Une déclaration que personne n’a vu venir.

François Hollande a réussi son effet de surprise en usant de quelques fausses pistes. Fin novembre, son agenda est allégé ostensiblement afin de libérer plusieurs créneaux pour l’annonce éventuelle d’une candidature. Après le défi lancé par Manuel Valls dans Le JDD, ses collaborateurs communiquent sur un déjeuner « cordial et studieux » avec un Premier Ministre loyal et qui serait rentré dans le rang.

Dans le même temps, ses proches évoquent une candidature directe, sans primaire... et confortent de facto l’idée de sa candidature. Le 1er décembre, François Hollande ne change rien à son agenda qui se termine par une remise de décorations à l’Elysée. Puis tombe, à 19h15, l’annonce que personne n’attendait, d’une déclaration à 20 heures. La surprise crée le désir. 14,2 millions de Français sont au rendez-vous. Ils seront tenus en haleine pendant près de 10 minutes.

Après la surprise, le suspense.

Cette déclaration restera comme un moment de très forte tension télévisuelle. Dès les premières secondes, le message est facile à décoder : un homme seul sur un fond bleu terne, une voix blanche, presque chevrotante, comme au bord des larmes, un corps en déséquilibre… François Hollande n’y va pas, il ne sera pas candidat. Mais ce serait trop court et sans dramaturgie.

Alors, François Hollande trompe son monde. Sa première phrase donne l’impression qu’il va, pour une fois, aller droit au but et parler clair : « je m’adresse à vous ce soir pour vous faire connaître la décision que j’ai prise, dans la perspective de la prochaine élection présidentielle ». Il n’en fera rien. Ce jour-là, François Hollande a le sens du suspense. Il se lance dans un discours montrant qu’il a réussi son quinquennat, un discours qui ressemble fort à un discours de candidature car s’il a réussi pendant ces cinq dernières années, il est légitime qu’il veuille rempiler pour les cinq prochaines.

Une tension difficile à regarder.

Le décalage entre les mots et le personnage qui porte ces mots est énorme. Il devient vite insupportable à regarder. François Hollande est dépassé par ses émotions, il semble exténué, comme au bord de l’épuisement. Il a le souffle court et le teint blafard, comme lors de sa première déclaration suite aux attentats dans la nuit du 13 novembre 2015.

A supposer qu’on lui fasse crédit sur son bilan, le Président qui s’adresse ainsi aux Français est-il en état physique et mental de mener une campagne électorale ? A-t-on déjà vu quelqu’un annoncer sa candidature en se montrant aussi faible et aussi peu combatif ?

On commence même à avoir peur pour lui, mais François Hollande, lui, déroule son bilan : « j’ai fait avancer les libertés », « les résultats arrivent plus tard […], mais ils sont là », « nous avons tenu bon et j’ai pris les mesures qui étaient nécessaires », « voilà ce que j’ai fait, voilà ce que j’assume devant vous »

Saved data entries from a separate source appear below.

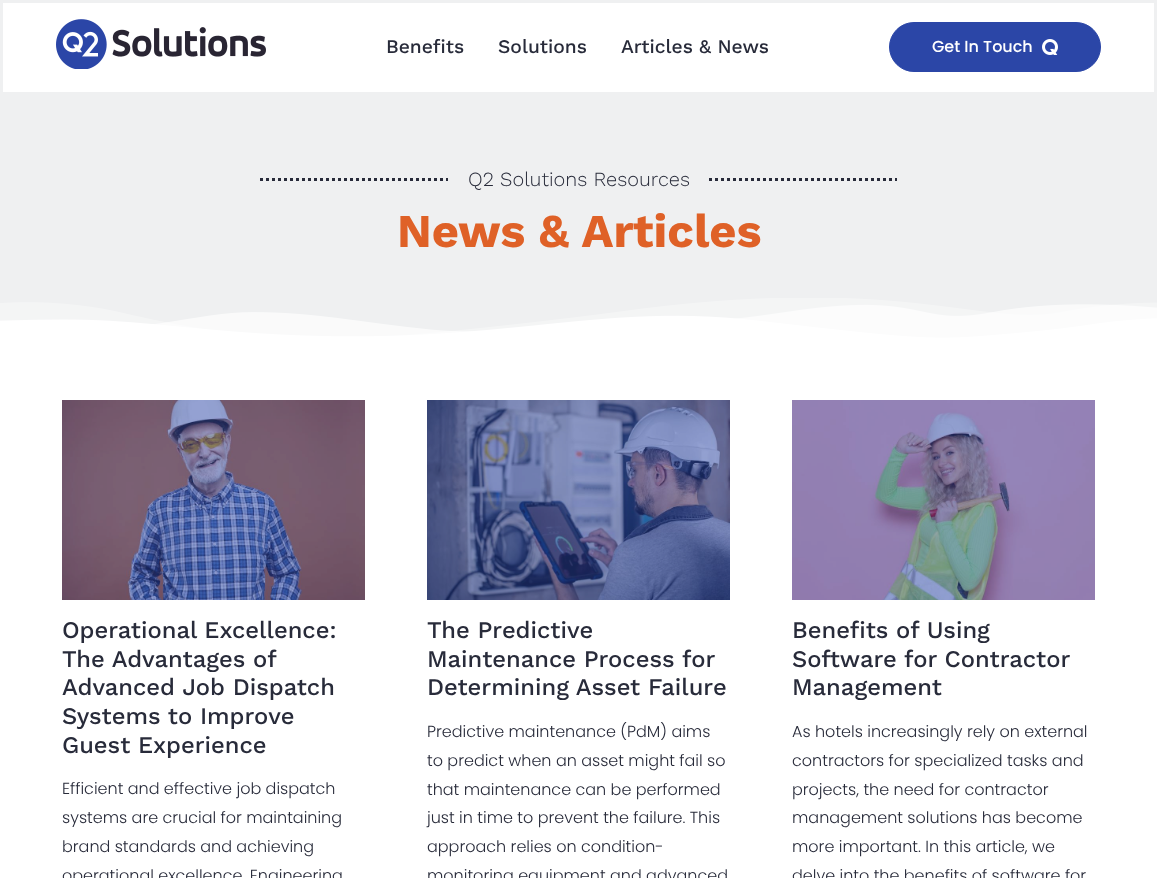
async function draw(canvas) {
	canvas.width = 1157;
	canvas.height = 878;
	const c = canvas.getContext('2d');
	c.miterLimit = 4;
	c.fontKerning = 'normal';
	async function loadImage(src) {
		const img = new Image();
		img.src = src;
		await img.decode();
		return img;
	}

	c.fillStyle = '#fff';
	c.fillRect(0, 0, 1157, 878);
	c.strokeStyle = '#eff0f1';
	c.lineWidth = 3;
	c.strokeRect(1.5, 1.5, 1154, 92);
	c.drawImage(await loadImage('img1.png'), 56, 19, 210, 50);
	c.font = '500 19.25px Work Sans';
	c.fillStyle = '#282b3a';
	for (const [text, x, y] of [
		['Benefits', 386, 53],
		['Solutions', 498, 53],
		['Articles & News', 621, 53],
	]) {
		c.fillText(text, x, y);
	}
	c.fillStyle = '#2b46a7';
	c.beginPath();
	c.roundRect(889.5, 22.5, 211, 49, 24.5);
	c.fill();
	c.strokeStyle = '#2b46a7';
	c.lineWidth = 1;
	c.stroke();
	c.font = '500 16px Poppins';
	c.fillStyle = '#fff';
	c.fillText('Get In Touch', 932, 52);
	c.drawImage(await loadImage('img2.png'), 1042, 39, 16, 16);
	c.fillStyle = '#eff0f1';
	c.fillRect(0, 95, 1157, 243);
	c.beginPath();
	c.moveTo(260, 179.5);
	c.lineTo(448, 179.5);
	c.strokeStyle = '#282b3a';
	c.lineWidth = 3;
	c.setLineDash([3, 3]);
	c.stroke();
	c.font = '300 20px Work Sans';
	c.fillStyle = '#282b3a';
	c.fillText('Q2 Solutions Resources', 468, 186);
	c.beginPath();
	c.moveTo(709, 179.5);
	c.lineTo(897, 179.5);
	c.stroke();
	c.font = 'bold 47px Work Sans';
	c.fillStyle = '#df6127';
	c.fillText('News & Articles', 397, 247);
	c.drawImage(await loadImage('img3.png'), 0, 298, 1157, 44);
	c.drawImage(await loadImage('img4.png'), 62, 400, 303, 200);
	c.font = '500 23.75px Work Sans';
	c.fillStyle = '#282b3a';
	for (const [text, x, y] of [
		['Operational Excellence:', 62, 638],
		['The Advantages of', 62, 667],
		['Advanced Job Dispatch', 62, 695],
		['Systems to Improve', 62, 724],
		['Guest Experience', 62, 753],
	]) {
		c.fillText(text, x, y);
	}
	c.font = '300 16px Poppins';
	for (const [text, x, y] of [
		['Efficient and effective job dispatch', 62, 794],
		['systems are crucial for maintaining', 62, 823],
		['brand standards and achieving', 62, 852],
		['operational excellence. Engineering', 62, 881],
	]) {
		c.fillText(text, x, y);
	}
	c.drawImage(await loadImage('img5.png'), 427, 400, 303, 200);
	c.font = '500 23.75px Work Sans';
	for (const [text, x, y] of [
		['The Predictive', 427, 638],
		['Maintenance Process for', 427, 667],
		['Determining Asset Failure', 427, 695],
	]) {
		c.fillText(text, x, y);
	}
	c.font = '300 16px Poppins';
	for (const [text, x, y] of [
		['Predictive maintenance (PdM) aims', 427, 737],
		['to predict when an asset might fail so', 427, 766],
		['that maintenance can be performed', 427, 795],
		['just in time to prevent the failure. This', 427, 823],
		['approach relies on condition-', 427, 852],
		['monitoring equipment and advanced', 427, 881],
	]) {
		c.fillText(text, x, y);
	}
	c.drawImage(await loadImage('img6.png'), 792, 400, 303, 200);
	c.font = '500 23.75px Work Sans';
	for (const [text, x, y] of [
		['Benefits of Using', 792, 638],
		['Software for Contractor', 792, 667],
		['Management', 792, 695],
	]) {
		c.fillText(text, x, y);
	}
	c.font = '300 16px Poppins';
	for (const [text, x, y] of [
		['As hotels increasingly rely on external', 792, 737],
		['contractors for specialized tasks and', 792, 766],
		['projects, the need for contractor', 792, 795],
		['management solutions has become', 792, 823],
		['more important. In this article, we', 792, 852],
		['delve into the benefits of software for', 792, 881],
	]) {
		c.fillText(text, x, y);
	}
}

draw(document.querySelector('canvas'));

Jusqu’au bout, les deux options sont ouvertes.

Des respirations dans son discours donnent, à deux reprises, l’impression qu’il va enfin annoncer sa décision. Ce sont des fausses pistes. Il évoque « l’intérêt supérieur du pays », puis sa façon d’être président : sincérité, honnêteté, humilité et lucidité.

A ce moment du discours, après déjà de longues minutes, il peut toujours basculer dans un sens ou dans l’autre : être candidat ou ne pas être candidat. D’un coup, il dénoue le suspense : « aujourd’hui, je suis conscient des risques que ferait courir une démarche, la mienne, qui ne rassemblerait pas largement autour d’elle. Aussi, j’ai décidé de ne pas être candidat à l’élection présidentielle, au renouvellement donc de mon mandat ». On se sent soulagé, on se sent mieux pour lui, on ne verra pas un spectre faire campagne.

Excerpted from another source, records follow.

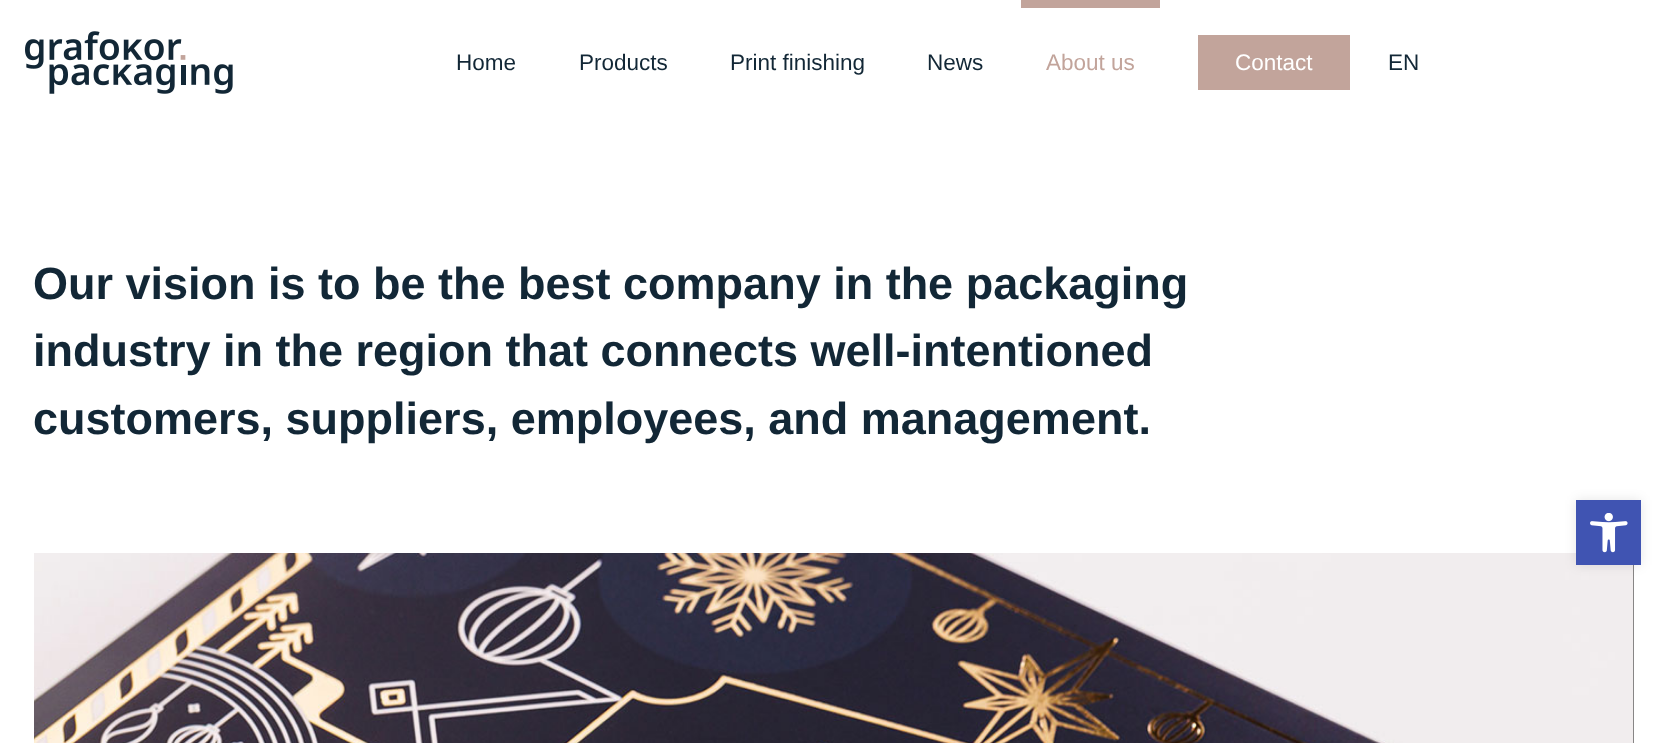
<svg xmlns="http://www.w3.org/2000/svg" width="1666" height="743">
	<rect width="100%" height="100%" fill="#FFFFFF" />
	<image x="25" y="31" width="208" height="63" href="assets/img1.png" />
	<g font-family="Liberation Sans" font-size="22.5" fill="#122736">
		<text x="456" y="70">Home</text>
		<text x="579" y="70">Products</text>
		<text x="730" y="70">Print finishing</text>
		<text x="927" y="70">News</text>
	</g>
	<rect x="1021" y="0" width="139" height="8" fill="#C2A49B" />
	<text x="1046" y="70" font-family="Liberation Sans" font-size="22.5" fill="#C2A49B">About us</text>
	<rect x="1198" y="35" width="152" height="55" fill="#C2A49B" />
	<text x="1235" y="70" font-family="Liberation Sans" font-size="22.5" fill="#FFFFFF">Contact</text>
	<text x="1388" y="70" font-family="Liberation Sans" font-size="22.5" fill="#122736">EN</text>
	<g font-family="Liberation Sans" font-size="45" font-weight="700" fill="#122736">
		<text x="33" y="299">Our vision is to be the best company in the packaging</text>
		<text x="33" y="366">industry in the region that connects well-intentioned</text>
		<text x="33" y="434">customers, suppliers, employees, and management.</text>
	</g>
	<rect x="1633" y="565" width="1" height="178" fill="#000000" />
	<image x="34" y="553" width="1600" height="190" href="assets/img2.png" />
	<rect x="1576" y="500" width="65" height="65" fill="#000000" fill-opacity="0.1" filter="blur(6px)" />
	<rect x="1576" y="500" width="65" height="65" fill="#4054B2" />
	<image x="1590" y="513" width="38" height="40" href="assets/img3.png" />
</svg>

Narcissisme du bilan et de l’explication

François Hollande a pris une décision inédite dans la Vème République et a su redevenir audible des Français pendant dix minutes. Y a-t-il matière, pour autant, à saluer sa dignité, sa lucidité et son courage ?

Commençons par la dignité. Son discours est uniquement centré sur sa personne et sur ses succès. « Je » est partout. La quasi-totalité des phrases sont écrites à la première personne du singulier. François Hollande est dans l’autopromotion et c’en est vite indécent. Après s’être confessé en privé à des journalistes, le Président ferait-il une crise de narcissisme en direct à la télévision ?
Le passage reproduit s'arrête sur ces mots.